Their M-dwarf counterparts, however, are subject to intense flaring which would pose a sterilizing environment for nearby planets whereas K-dwarfs are more stable. Their luminosities remain fairly constant for 70 billion years, which could make life on their exoplanets much easier because the stars would not have major brightness fluctuations.
The researchers behind the new study used a ground-based simulation to replicate light from a K-dwarf star and then examined how two photosynthetic organisms — garden cress and an extremophile cyanobacterium called Chroococcidiopsis — would react to these alien rays. If the findings are correct, it would mean that these organisms may be not only capable of surviving in completely dark conditions but could potentially even gain more power from it than they would from our sun’s light, providing scientists with another possibility for habitable exoplanets.
If Photosynthesis Were to Occur on Another World
By influencing everything from the Great Oxygenation Event that set the stage for Earth’s iron life, to shaping the ozone later protecting living creatures taking their first steps on land, photosynthesis has been one of life’s key players.
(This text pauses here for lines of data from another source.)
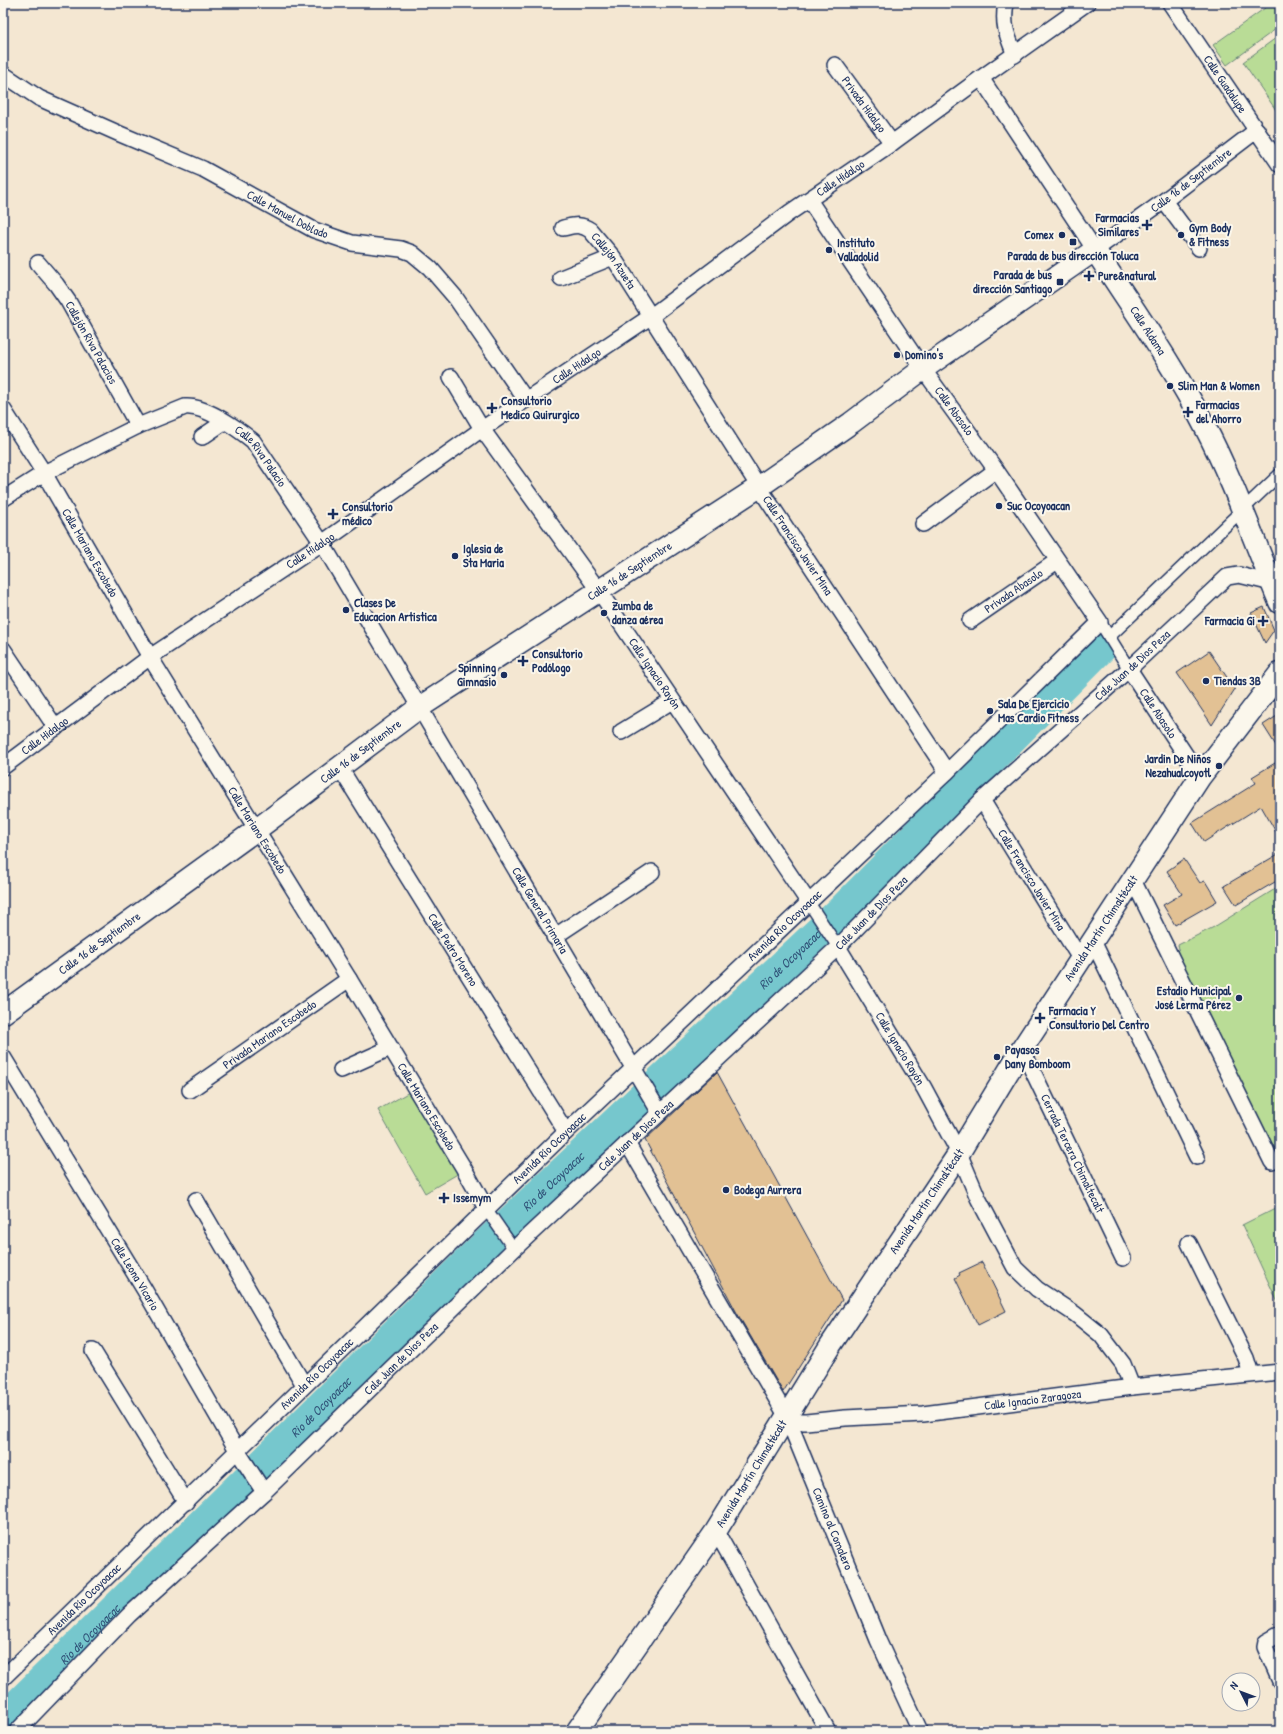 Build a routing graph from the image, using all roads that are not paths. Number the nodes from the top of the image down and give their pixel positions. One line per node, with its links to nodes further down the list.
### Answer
1 (1006, 3): 4 (street)
2 (1088, 3): 4 (street, Calle Hidalgo)
3 (1170, 3): 8 (street, Calle Guadalupe)
4 (1015, 55): 7 (street, Calle Hidalgo)
5 (835, 65): 9 (street, Privada Hidalgo)
6 (3, 74): 22 (street, Calle Manuel Doblado)
7 (981, 78): 9 (street, Calle Hidalgo); 15 (street, Calle Aldama)
8 (1257, 130): 10 (street, Calle Guadalupe); 12 (street, Calle 16 de Septiembre)
9 (892, 143): 11 (street, Calle Hidalgo)
10 (1280, 164)
11 (809, 200): 19 (street, Calle Hidalgo); 20 (street, Calle Abasolo)
12 (1164, 201): 14 (street); 15 (street, Calle 16 de Septiembre)
13 (562, 228): 16 (street, Callejón Azueta)
14 (1198, 248)
15 (1095, 250): 20 (main road, Calle 16 de Septiembre); 33 (main road, Calle Aldama)
16 (613, 257): 18 (street); 19 (street, Callejón Azueta)
17 (38, 263): 25 (street, Callejón Riva Palacios)
18 (561, 278)
19 (650, 317): 22 (street, Calle Hidalgo); 31 (street, Calle Francisco Javier Mina)
20 (923, 369): 28 (street, Calle Abasolo); 31 (main road, Calle 16 de Septiembre)
21 (451, 377): 26 (street, Calle Ignacio Rayón)
22 (526, 400): 26 (street, Calle Hidalgo)
23 (3, 409): 29 (street, Calle Mariano Escobedo)
24 (224, 422): 25 (street, Calle Riva Palacio); 27 (street); 35 (street, Calle Riva Palacio)
25 (138, 426): 29 (street, Calle Riva Palacio)
26 (482, 429): 35 (street, Calle Hidalgo); 38 (street, Calle Ignacio Rayón)
27 (202, 437)
28 (996, 470): 34 (street); 36 (street, Calle Abasolo)
29 (44, 473): 32 (street, Calle Riva Palacio); 44 (street, Calle Mariano Escobedo)
30 (1280, 474): 33 (street)
31 (759, 487): 38 (main road, Calle 16 de Septiembre); 53 (street, Calle Francisco Javier Mina)
32 (3, 499)
33 (1243, 511): 37 (main road, Calle Aldama); 42 (street)
34 (923, 524)
35 (322, 543): 44 (street, Calle Hidalgo); 48 (street, Calle Riva Palacio)
36 (1058, 561): 40 (street, Privada Abasolo); 41 (street, Calle Abasolo)
37 (1272, 583): 39 (main road, Calle Aldama); 45 (street, Cale Juan de Dios Peza)
38 (599, 591): 47 (street, Calle Ignacio Rayón); 48 (main road, Calle 16 de Septiembre)
39 (1280, 603)
40 (970, 621)
41 (1100, 622): 42 (street); 53 (street, Avenida Río Ocoyoacac)
42 (1110, 637): 45 (street)
43 (3, 649): 49 (street)
44 (150, 657): 49 (street, Calle Hidalgo); 56 (street, Calle Mariano Escobedo)
45 (1129, 669): 54 (street, Calle Abasolo); 55 (street, Cale Juan de Dios Peza)
46 (1280, 673): 54 (main road, Avenida Martín Chimaltécalt)
47 (672, 701): 50 (street); 59 (street, Calle Ignacio Rayón)
48 (420, 707): 52 (main road, Calle 16 de Septiembre); 60 (street, Calle General Primaria)
49 (56, 728): 51 (street, Calle Hidalgo)
50 (621, 732)
51 (3, 767)
52 (340, 768): 56 (main road, Calle 16 de Septiembre); 73 (street, Calle Pedro Moreno)
53 (947, 772): 59 (street, Avenida Río Ocoyoacac)
54 (1200, 777): 58 (main road, Avenida Martín Chimaltécalt)
55 (982, 800): 62 (street, Cale Juan de Dios Peza); 63 (street, Calle Francisco Javier Mina)
56 (256, 830): 64 (street, Calle Mariano Escobedo); 65 (main road, Calle 16 de Septiembre)
57 (652, 872): 60 (street)
58 (1133, 880): 61 (main road, Avenida Martín Chimaltécalt); 77 (street)
59 (812, 906): 62 (street); 70 (street, Avenida Río Ocoyoacac)
60 (554, 937): 70 (street, Calle General Primaria)
61 (1094, 941): 63 (main road, Avenida Martín Chimaltécalt); 76 (street)
62 (836, 945): 72 (street, Cale Juan de Dios Peza); 75 (street, Calle Ignacio Rayón)
63 (1081, 960): 67 (main road, Avenida Martín Chimaltécalt)
64 (349, 978): 66 (street, Calle Mariano Escobedo); 71 (street, Privada Mariano Escobedo)
65 (3, 1012)
66 (390, 1048): 69 (street); 79 (street, Calle Mariano Escobedo)
67 (1022, 1049): 75 (main road, Avenida Martín Chimaltécalt); 82 (street, Cerrada Tercera Chimaltecalt)
68 (3, 1057): 89 (street, Calle Leona Vicario)
69 (341, 1070)
70 (638, 1074): 72 (street, Calle General Primaria); 73 (street, Avenida Río Ocoyoacac)
71 (190, 1090)
72 (658, 1110): 74 (street, Cale Juan de Dios Peza)
73 (566, 1132): 79 (street, Avenida Río Ocoyoacac)
74 (627, 1143): 81 (street, Cale Juan de Dios Peza); 88 (street, Camino al Comalero)
75 (959, 1153): 87 (street, Calle Ignacio Rayón); 88 (main road, Avenida Martín Chimaltécalt)
76 (1197, 1157)
77 (1272, 1162)
78 (196, 1200): 86 (street)
79 (489, 1213): 81 (street, Calle Mariano Escobedo); 86 (street, Avenida Río Ocoyoacac)
80 (1189, 1243): 85 (street)
81 (512, 1245): 90 (street, Cale Juan de Dios Peza)
82 (1123, 1258)
83 (93, 1351): 91 (street)
84 (1280, 1372): 85 (street, Calle Ignacio Zaragoza)
85 (1251, 1374): 87 (street, Calle Ignacio Zaragoza)
86 (304, 1385): 89 (street, Avenida Río Ocoyoacac)
87 (1132, 1387): 88 (street, Calle Ignacio Zaragoza)
88 (787, 1417): 92 (main road, Avenida Martín Chimaltécalt); 99 (street, Camino al Comalero)
89 (240, 1455): 90 (street, Calle Leona Vicario); 91 (street, Avenida Río Ocoyoacac)
90 (262, 1490): 96 (street, Cale Juan de Dios Peza)
91 (186, 1502): 94 (street, Avenida Río Ocoyoacac)
92 (716, 1531): 97 (main road, Avenida Martín Chimaltécalt); 98 (street)
93 (1280, 1634): 95 (street)
94 (3, 1678)
95 (1280, 1681)
96 (17, 1731)
97 (577, 1731)
98 (828, 1731)
99 (920, 1731) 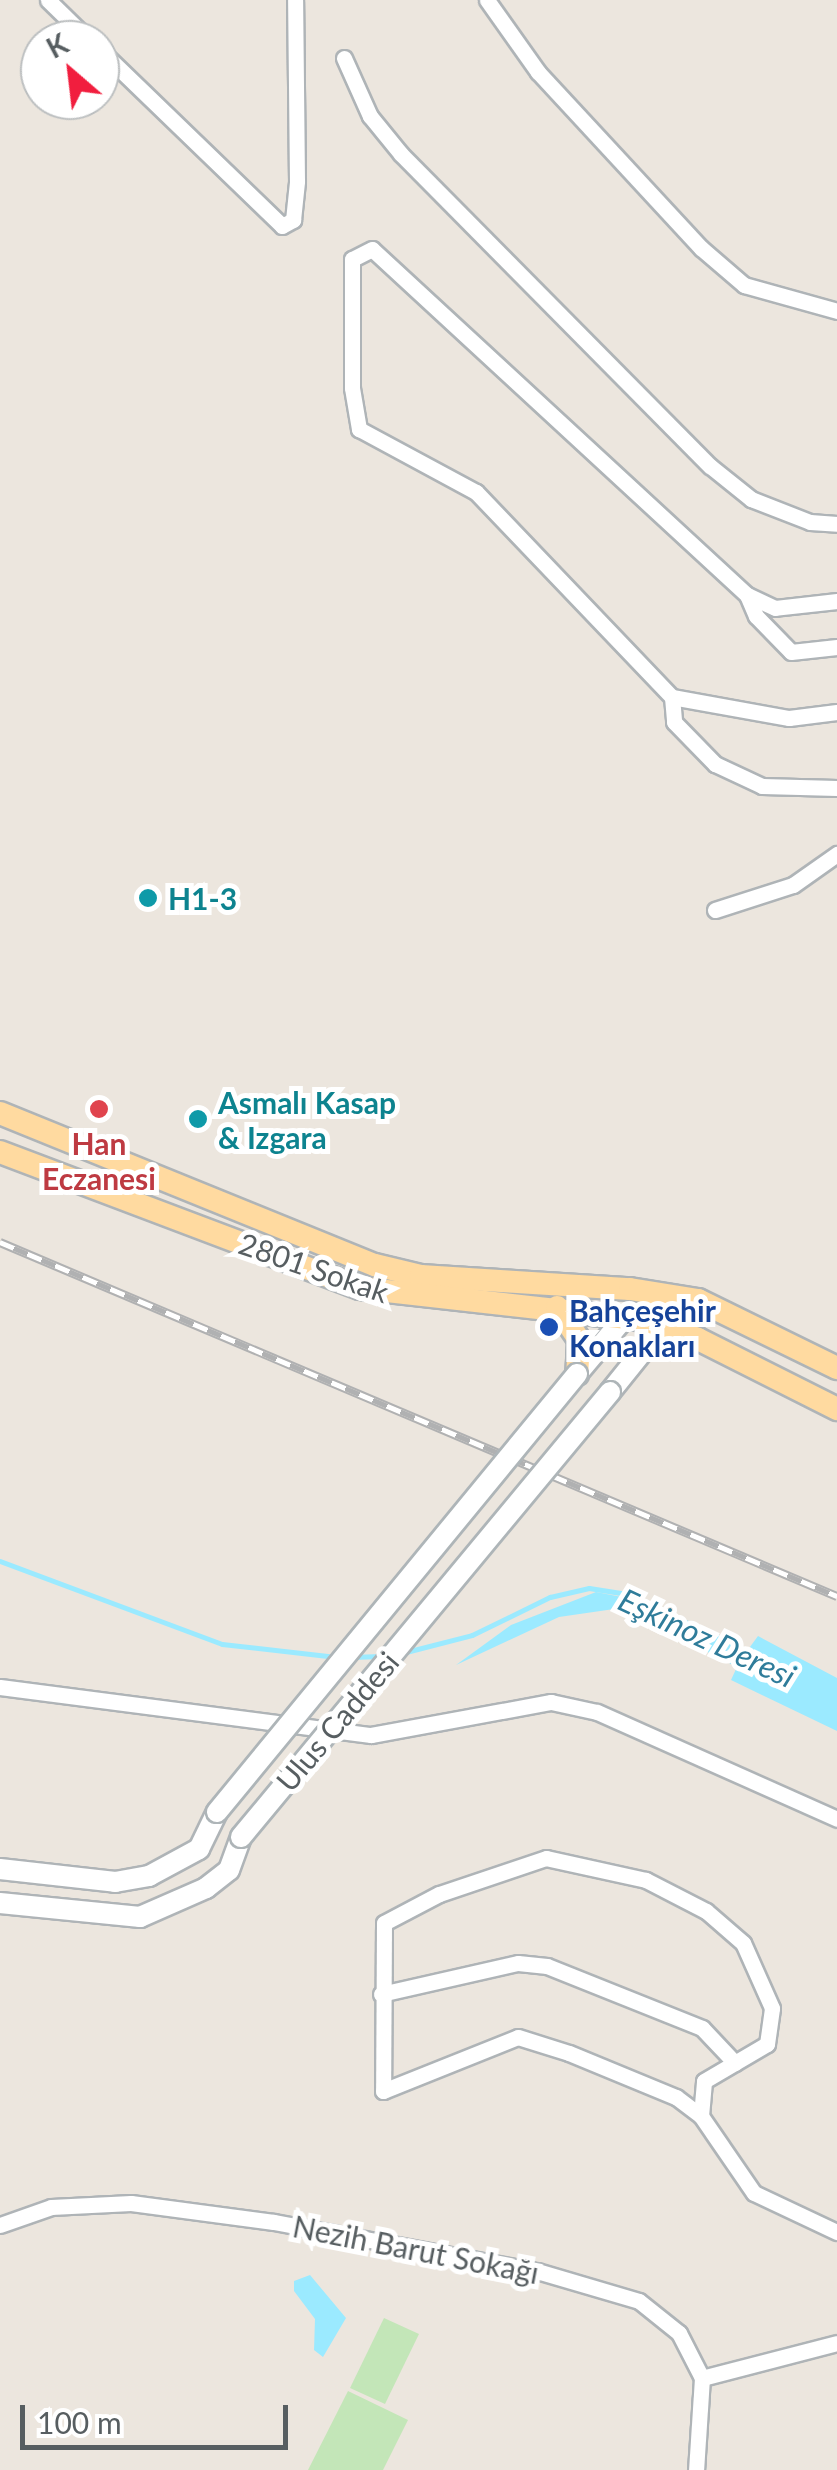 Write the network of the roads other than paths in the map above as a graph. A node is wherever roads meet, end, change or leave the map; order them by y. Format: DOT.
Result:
graph roads {
  1 [pos="48,0"];
  2 [pos="295,0"];
  3 [pos="487,0"];
  4 [pos="68,20"];
  5 [pos="344,58"];
  6 [pos="120,69"];
  7 [pos="837,311"];
  8 [pos="837,524"];
  9 [pos="747,594"];
  10 [pos="837,601"];
  11 [pos="837,647"];
  12 [pos="672,697"];
  13 [pos="837,712"];
  14 [pos="837,788"];
  15 [pos="837,854"];
  16 [pos="715,910"];
  17 [pos="0,1114"];
  18 [pos="0,1152"];
  19 [pos="630,1288"];
  20 [pos="557,1308"];
  21 [pos="659,1316"];
  22 [pos="626,1317"];
  23 [pos="837,1368"];
  24 [pos="578,1374"];
  25 [pos="837,1381"];
  26 [pos="837,1409"];
  27 [pos="0,1687"];
  28 [pos="837,1818"];
  29 [pos="0,1870"];
  30 [pos="0,1903"];
  31 [pos="381,1994"];
  32 [pos="735,2063"];
  33 [pos="702,2116"];
  34 [pos="0,2224"];
  35 [pos="837,2232"];
  36 [pos="837,2342"];
  37 [pos="702,2378"];
  38 [pos="696,2470"];
  1 -- 4 [label="street"];
  2 -- 6 [label="street"];
  3 -- 7 [label="street"];
  5 -- 8 [label="street"];
  9 -- 10 [label="street"];
  9 -- 11 [label="street"];
  9 -- 12 [label="street"];
  12 -- 13 [label="street"];
  12 -- 14 [label="street"];
  15 -- 16 [label="street"];
  17 -- 19 [label="main road, 2801 Sokak"];
  18 -- 20 [label="main road, 2801 Sokak"];
  19 -- 21 [label="main road"];
  19 -- 23 [label="main road, 2801 Sokak"];
  20 -- 22 [label="main road, 2801 Sokak"];
  20 -- 24 [label="main road"];
  21 -- 22 [label="main road, 2801 Sokak"];
  21 -- 25 [label="main road"];
  21 -- 26 [label="main road, 2801 Sokak"];
  21 -- 30 [label="street, Ulus Caddesi, bridge"];
  22 -- 24 [label="street, Ulus Caddesi"];
  24 -- 29 [label="street, Ulus Caddesi, bridge"];
  27 -- 28 [label="street"];
  31 -- 32 [label="street"];
  31 -- 32 [label="street"];
  31 -- 33 [label="street"];
  32 -- 33 [label="street"];
  33 -- 35 [label="street"];
  34 -- 37 [label="street, Nezih Barut Sokağı"];
  36 -- 37 [label="street"];
  37 -- 38 [label="street"];
} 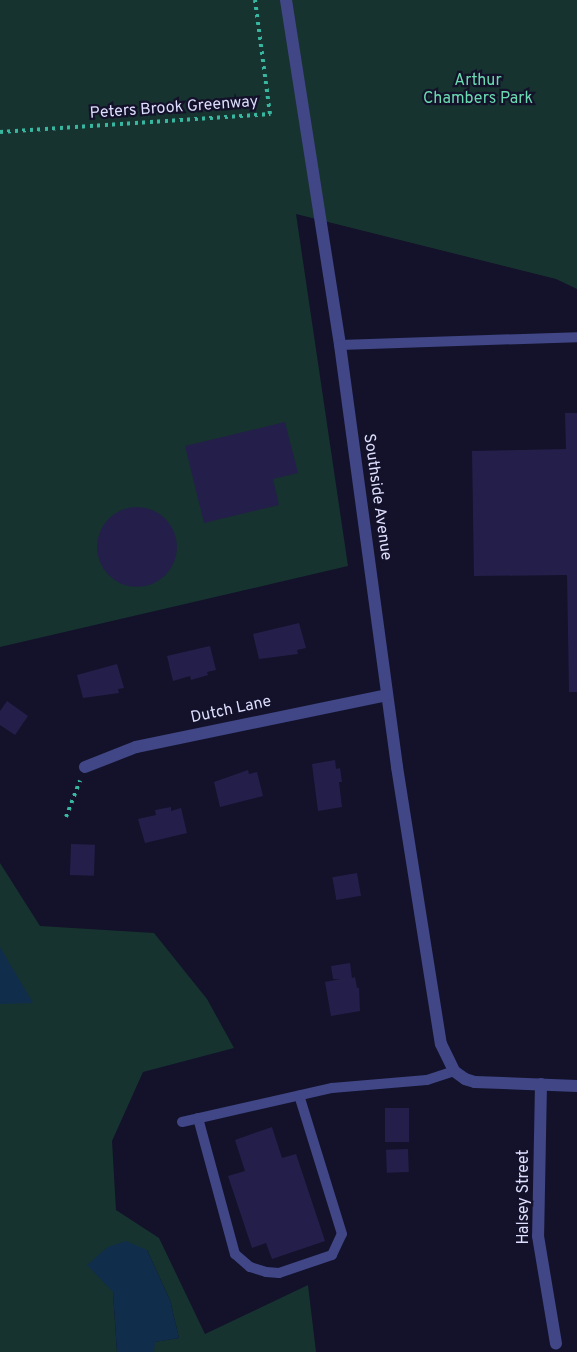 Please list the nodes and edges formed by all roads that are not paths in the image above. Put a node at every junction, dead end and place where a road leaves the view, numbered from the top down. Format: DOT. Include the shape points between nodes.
graph roads {
  1 [pos="286,0"];
  2 [pos="577,337"];
  3 [pos="340,345"];
  4 [pos="387,695"];
  5 [pos="85,768"];
  6 [pos="454,1071"];
  7 [pos="541,1084"];
  8 [pos="577,1086"];
  9 [pos="298,1095"];
  10 [pos="198,1118"];
  11 [pos="182,1122"];
  12 [pos="556,1343"];
  1 -- 3 [label="street, Southside Avenue"];
  2 -- 3 [label="lane"];
  3 -- 4 [label="street, Southside Avenue"];
  4 -- 5 [label="street, Dutch Lane" via="136,747"];
  4 -- 6 [label="street, Southside Avenue" via="441,1044"];
  6 -- 7 [label="street" via="475,1082"];
  6 -- 9 [label="lane" via="427,1080 349,1086"];
  7 -- 8 [label="street"];
  7 -- 12 [label="street, Halsey Street" via="538,1236"];
  9 -- 10 [label="lane"];
  9 -- 10 [label="lane" via="342,1234 332,1255 279,1273 250,1267 236,1254"];
  10 -- 11 [label="lane"];
} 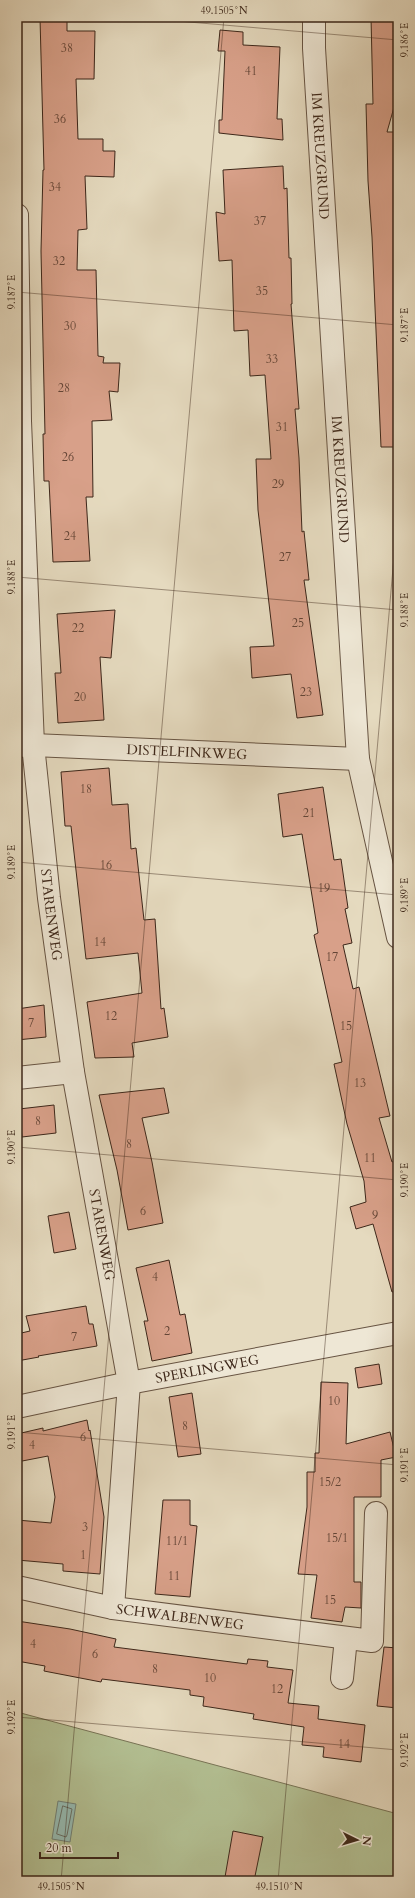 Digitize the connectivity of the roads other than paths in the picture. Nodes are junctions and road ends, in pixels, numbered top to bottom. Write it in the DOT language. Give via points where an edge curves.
graph roads {
  1 [pos="314,17"];
  2 [pos="17,215"];
  3 [pos="19,421"];
  4 [pos="25,745"];
  5 [pos="358,759"];
  6 [pos="398,937"];
  7 [pos="73,1072"];
  8 [pos="17,1078"];
  9 [pos="398,1333"];
  10 [pos="129,1383"];
  11 [pos="17,1407"];
  12 [pos="376,1513"];
  13 [pos="17,1586"];
  14 [pos="114,1608"];
  15 [pos="346,1638"];
  16 [pos="342,1678"];
  1 -- 5 [label="street, IM KREUZGRUND"];
  2 -- 3 [label="street, STARENWEG"];
  3 -- 4 [label="street, STARENWEG"];
  4 -- 5 [label="street, DISTELFINKWEG"];
  4 -- 7 [label="street, STARENWEG"];
  5 -- 6 [label="street, IM KREUZGRUND"];
  7 -- 8 [label="street"];
  7 -- 10 [label="street, STARENWEG"];
  9 -- 10 [label="street, SPERLINGWEG"];
  10 -- 11 [label="street, SPERLINGWEG"];
  10 -- 14 [label="street, STARENWEG"];
  12 -- 15 [label="street, SCHWALBENWEG" via="372,1641"];
  13 -- 14 [label="street, SCHWALBENWEG"];
  14 -- 15 [label="street, SCHWALBENWEG"];
  15 -- 16 [label="street"];
}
Insight into how photosynthetic biological systems could cope in other stellar environments is crucial in defining the limits of habitability for exoplanets.
We have seen studies around the potential for photosynthesis on planets orbiting the faint light of M-dwarf stars (other Suns), but so far this is the first time someone has taken a look at what K-dwarf illumination might imply. While they noted at the time that additional experimentation is obviously needed, the results indicate both garden cress and the robust cyanobacterium could hold their own under irradiation from these smaller, less massive stars.
These included taller garden cress seedlings with a slightly higher water content under the simulated K-dwarf light, and increased growth rate of the cyanobacterium, compared to their performance in standard sunlight simulations. This suggests that these photosynthetic organisms have the flexibility to use the specific spectral features of K stars, which may allow for more distant habitable zones around these stars and open up at least some new regions in the search for life outside our Solar System.
Conclusion
This study breaks new ground, demonstrating photosynthesizing life forms might be able to survive underneath the light of K-dwarf stars. These results may have important consequences for where life could exist in the universe, expanding our horizons with respect to astrobiology and the search for other forms of life.